Muitos parabéns por estes 23 anos de sacerdócio, pela dedicação, pela entrega, pela competência. Junto à Cruz aprendeu e comunicou o sentido da Ressurreição.
Abraço amigo,
carlos >Lopes

De Theosfera a 12 de Agosto de 2012 às 16:33
Rev.mo Senhor, bom Amigo: Do fundo do coração, muito obrigado. Abraço fraterno.

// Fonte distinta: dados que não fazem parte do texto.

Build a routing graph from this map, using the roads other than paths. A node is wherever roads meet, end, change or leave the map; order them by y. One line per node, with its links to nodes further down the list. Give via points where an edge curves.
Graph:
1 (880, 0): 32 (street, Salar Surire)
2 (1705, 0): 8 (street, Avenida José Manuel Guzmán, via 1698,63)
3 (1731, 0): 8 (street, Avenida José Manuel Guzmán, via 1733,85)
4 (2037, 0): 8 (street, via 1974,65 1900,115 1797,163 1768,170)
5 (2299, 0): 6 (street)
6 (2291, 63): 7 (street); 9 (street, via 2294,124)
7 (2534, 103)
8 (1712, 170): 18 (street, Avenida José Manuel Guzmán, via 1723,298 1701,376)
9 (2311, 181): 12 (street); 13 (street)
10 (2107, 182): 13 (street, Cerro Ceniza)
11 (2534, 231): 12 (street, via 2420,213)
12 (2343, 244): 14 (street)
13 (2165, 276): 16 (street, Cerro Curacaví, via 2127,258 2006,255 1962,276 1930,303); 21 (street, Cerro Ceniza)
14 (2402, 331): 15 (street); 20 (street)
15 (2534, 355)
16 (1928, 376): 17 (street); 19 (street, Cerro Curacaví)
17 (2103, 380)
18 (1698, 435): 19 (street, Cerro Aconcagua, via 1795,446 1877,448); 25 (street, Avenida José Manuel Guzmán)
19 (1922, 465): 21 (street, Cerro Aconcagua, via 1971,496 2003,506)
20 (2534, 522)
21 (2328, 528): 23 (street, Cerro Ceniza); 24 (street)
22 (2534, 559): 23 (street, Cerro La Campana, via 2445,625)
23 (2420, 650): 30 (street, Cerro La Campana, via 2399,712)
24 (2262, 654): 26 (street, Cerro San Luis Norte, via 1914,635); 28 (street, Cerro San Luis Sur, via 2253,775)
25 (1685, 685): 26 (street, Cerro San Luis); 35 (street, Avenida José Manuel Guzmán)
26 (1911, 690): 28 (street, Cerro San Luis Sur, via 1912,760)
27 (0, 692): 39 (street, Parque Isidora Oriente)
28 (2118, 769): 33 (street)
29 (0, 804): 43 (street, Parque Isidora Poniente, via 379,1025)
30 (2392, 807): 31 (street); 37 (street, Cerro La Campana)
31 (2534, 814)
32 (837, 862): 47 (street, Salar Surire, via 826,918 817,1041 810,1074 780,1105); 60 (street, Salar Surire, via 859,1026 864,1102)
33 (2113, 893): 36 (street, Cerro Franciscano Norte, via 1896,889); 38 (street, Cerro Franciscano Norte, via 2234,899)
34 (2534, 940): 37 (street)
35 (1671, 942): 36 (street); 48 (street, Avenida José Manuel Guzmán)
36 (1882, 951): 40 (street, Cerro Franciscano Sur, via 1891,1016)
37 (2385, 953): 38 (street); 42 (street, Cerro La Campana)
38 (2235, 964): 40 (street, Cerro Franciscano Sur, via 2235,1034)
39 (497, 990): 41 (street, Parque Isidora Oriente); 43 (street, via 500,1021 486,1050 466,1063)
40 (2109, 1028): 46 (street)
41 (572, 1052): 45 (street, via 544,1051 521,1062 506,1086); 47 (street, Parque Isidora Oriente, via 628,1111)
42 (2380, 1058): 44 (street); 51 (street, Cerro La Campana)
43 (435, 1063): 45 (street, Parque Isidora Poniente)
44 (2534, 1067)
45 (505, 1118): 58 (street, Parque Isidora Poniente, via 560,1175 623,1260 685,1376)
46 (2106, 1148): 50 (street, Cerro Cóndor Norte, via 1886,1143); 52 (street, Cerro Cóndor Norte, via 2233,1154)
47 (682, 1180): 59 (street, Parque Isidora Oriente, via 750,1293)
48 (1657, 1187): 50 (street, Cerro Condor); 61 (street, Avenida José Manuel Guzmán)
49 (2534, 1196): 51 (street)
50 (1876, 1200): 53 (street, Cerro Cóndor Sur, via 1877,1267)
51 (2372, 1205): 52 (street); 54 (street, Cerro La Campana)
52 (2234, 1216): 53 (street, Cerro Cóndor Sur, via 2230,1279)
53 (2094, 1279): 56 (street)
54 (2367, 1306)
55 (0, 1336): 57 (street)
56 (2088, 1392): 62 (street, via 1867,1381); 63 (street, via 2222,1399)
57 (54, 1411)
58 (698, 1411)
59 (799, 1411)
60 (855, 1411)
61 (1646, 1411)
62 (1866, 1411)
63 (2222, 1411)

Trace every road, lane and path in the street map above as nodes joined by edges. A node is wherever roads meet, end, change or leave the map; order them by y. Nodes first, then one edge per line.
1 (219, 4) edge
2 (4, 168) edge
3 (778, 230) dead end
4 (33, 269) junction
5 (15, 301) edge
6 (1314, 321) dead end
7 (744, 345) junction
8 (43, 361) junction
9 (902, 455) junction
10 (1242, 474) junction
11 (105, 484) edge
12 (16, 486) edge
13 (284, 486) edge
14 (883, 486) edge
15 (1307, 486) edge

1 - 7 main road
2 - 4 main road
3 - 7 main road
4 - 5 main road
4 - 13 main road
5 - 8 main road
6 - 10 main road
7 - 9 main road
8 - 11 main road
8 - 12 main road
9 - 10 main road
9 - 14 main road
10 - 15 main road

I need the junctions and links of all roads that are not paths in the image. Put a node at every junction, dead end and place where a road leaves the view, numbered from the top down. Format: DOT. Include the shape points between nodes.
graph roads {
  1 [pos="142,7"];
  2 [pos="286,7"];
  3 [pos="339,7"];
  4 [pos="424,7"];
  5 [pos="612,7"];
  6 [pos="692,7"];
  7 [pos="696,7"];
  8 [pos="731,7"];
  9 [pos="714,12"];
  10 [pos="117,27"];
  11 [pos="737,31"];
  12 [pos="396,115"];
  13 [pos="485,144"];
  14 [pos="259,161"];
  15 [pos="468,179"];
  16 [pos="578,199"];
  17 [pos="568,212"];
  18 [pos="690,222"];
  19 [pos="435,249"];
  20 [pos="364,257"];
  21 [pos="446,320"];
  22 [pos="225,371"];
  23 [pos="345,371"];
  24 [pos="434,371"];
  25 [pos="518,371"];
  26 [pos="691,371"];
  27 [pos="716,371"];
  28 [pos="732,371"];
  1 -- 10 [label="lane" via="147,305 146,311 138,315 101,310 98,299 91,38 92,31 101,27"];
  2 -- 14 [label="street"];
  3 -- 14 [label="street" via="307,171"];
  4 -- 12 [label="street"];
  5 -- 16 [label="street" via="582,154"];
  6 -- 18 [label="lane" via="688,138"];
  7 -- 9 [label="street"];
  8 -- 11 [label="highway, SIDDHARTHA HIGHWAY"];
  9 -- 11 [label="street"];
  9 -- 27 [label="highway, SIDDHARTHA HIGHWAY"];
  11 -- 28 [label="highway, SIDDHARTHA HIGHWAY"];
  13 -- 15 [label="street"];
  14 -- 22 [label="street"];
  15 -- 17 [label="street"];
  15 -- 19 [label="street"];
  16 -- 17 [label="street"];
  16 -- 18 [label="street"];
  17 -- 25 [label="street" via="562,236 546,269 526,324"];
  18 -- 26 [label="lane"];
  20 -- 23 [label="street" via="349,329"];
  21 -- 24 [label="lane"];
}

De António a 12 de Agosto de 2012 às 17:46
As minhas felicitações, estimado Padre João António. Como sabe, sou cristão, não católico, mas acredito absolutamente no espírito do ecumenismo. Nada me separa de qualquer pessoa de bem, independentemente das suas crenças ou descrenças. Do fundo do coração lhe agradeço a possibilidade que me deu, de comentar sem nenhuma espécie de restrições ou de censura.Recordo-me dos meus tempos passados na catequese, da minha primeira comunhão, da comunhão solene e do crisma. Foi na Igreja Católica que conheci a Doutrina de Jesus Cristo. Depois divergi, afastei-me ideologicamente da Igreja que me recebeu, mas mantenho a minha ligação afectiva a todos os católicos de boa vontade. O mundo conheceu dos mais notáveis exemplos de bondade, em muitos católicos que admiro. A Igreja Católica também está cheia de muito bons exemplos éticos.No fundo, gostaria muito que a Igreja, que me acolheu, pudesse futuramente rever alguns dos seus dogmas e aproximar-se mais da simplicidade e do despojamento de Jesus de Nazaré. O ateísmo está a marcar forte posição no mundo, mas, na base desse crescimento, está, assim o penso, muito mais uma compreensível onda de revolta contra muito farisaísmo que por aí campeia do que uma genuína descrença em Deus. Jesus Cristo conheceu a Sua condenação no dia em que expulsou os vendilhões do templo e se insurgiu contra aqueles que fizeram da Casa de Deus um covil de ladrões. Seja como for, o estimado Padre João António é um exemplo superior de como um sacerdote pode verdadeiramente merecer o estatuto de apóstolo de Cristo. Se toda a Doutrina de Jesus de Nazaré não vier a ser reconduzida aos valores da Compaixão e da Bondade, na defesa preferencial pelos mais pobres,infelizes,marginalizados e discriminados, que restará então do Cristianismo ?

De Theosfera a 12 de Agosto de 2012 às 20:58
Muito obrigado, bom Amigo, pela sua generosidade. Deus o abençoe. Muito reconhecido. E agradeço a pertinência da sua observação. Abraço amigo.